Interface Generation for Concurrent Processes During Hardware/Software Co- synthesis

Cristiano C. de Araújo and Edna Barros Centro de Informática - UFPE P.O. Box 7851 – Cidade Universitária

Recife - Brazil cca2,ensb@di.ufpe.br

Abstract

This paper describes a model for interface, which is being used in the PISH co-design system. This model is based on layers and tries to keep the interface generation as independent as possible of the underlying target architecture. The proposed interface structuring in three layers provides abstraction of the communication implementation at process level and makes easier the interface generation process.

1. Introduction

With the growing complexity of the digital systems and the need for reducing the time to market, techniques for supporting hardware/software co-design have been developed in order to permit the joint specification, design and synthesis of mixed hardware/software systems [5][12].

Such systems consist of common-off-the-shelf (COTS) and ASIC components and have a variety of implementation technologies and interfaces, and a wide range of real-time data rates. The need for early prototypes to validate the specification and to provide the customer with feedback during the design process is another key factor motivating hardware/software co-design.

Some tools and methodologies supporting hardware/software co-design have been published in the last years [5] [6] [7][8][9][10] [12]. In most of them, however, once the initial description was partitioned, the interface between the hardware and the software components is synthesized by hand or in a semi-automated way.

This work takes into account the PISH co-design system, which allows the partitioning of occam descriptions by considering hardware/ software trade-off but also distinct hardware implementations [11]. Additionally, the correctness of the partitioning process can be assured through the use of formal verification techniques, in a constructive way [12][13] and a virtual prototype can be obtained in an early phase of the design process.
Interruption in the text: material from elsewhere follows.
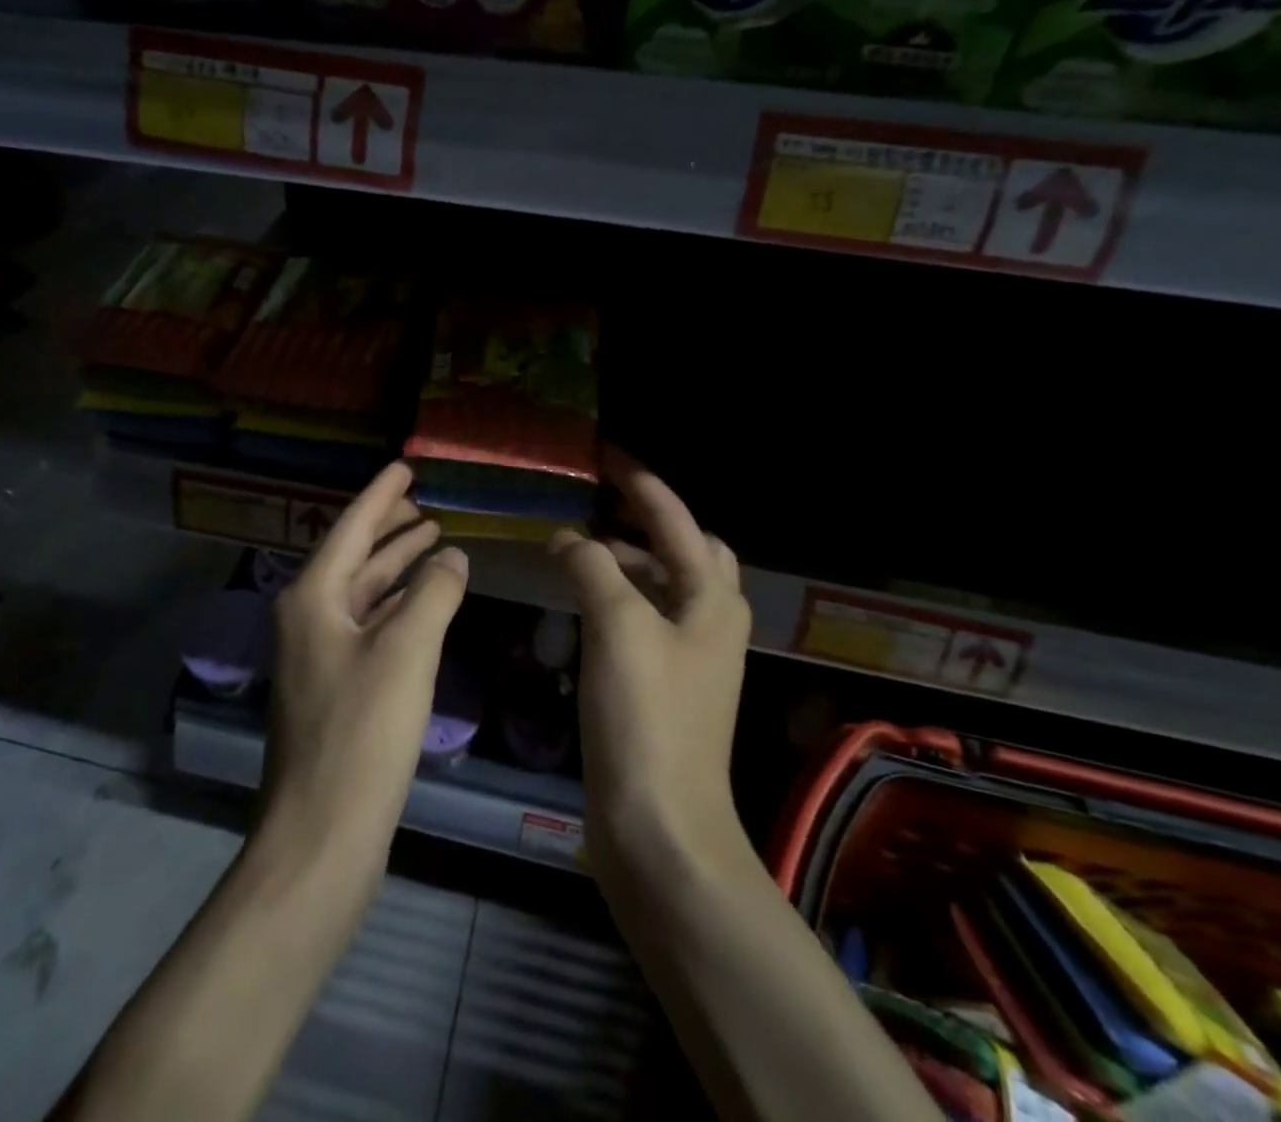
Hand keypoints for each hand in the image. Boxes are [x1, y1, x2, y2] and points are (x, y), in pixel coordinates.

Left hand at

The partitioning output is a set of communicating processes, some of them to be implemented in hardware, others in software and others for communication purposes. The next step is the generation of a real prototype, a very time

consuming and error prone activity, and in the PISH co- design system it has been done by hand.

The complexity of the interface generation depends on the flexibility of the target architecture. Most systems with automatic partitioning taken into account a pre-defined target architecture, which makes the interface generation easier. But also in this case, automatic interface generation is not easy due to the semantic gap between the descriptions of the virtual and the real prototypes. Due to this fact, techniques for automatic interface generation is a feature of a small number of co-design systems [1][2][17].

For a correct interface generation two points should be considered; the possibility of communication generation among processes during the partitioning in a correct way and the availability of a method for automatic interface generation, which should be able to generate the software and hardware implementing the interface.

When the communication among modules is made explicit and assured to be correct, the mapping of the virtual prototype into the real one can be done in a more natural manner. Some approaches allows automatic communication generation [13].

The automatic interface generation is not a trivial task.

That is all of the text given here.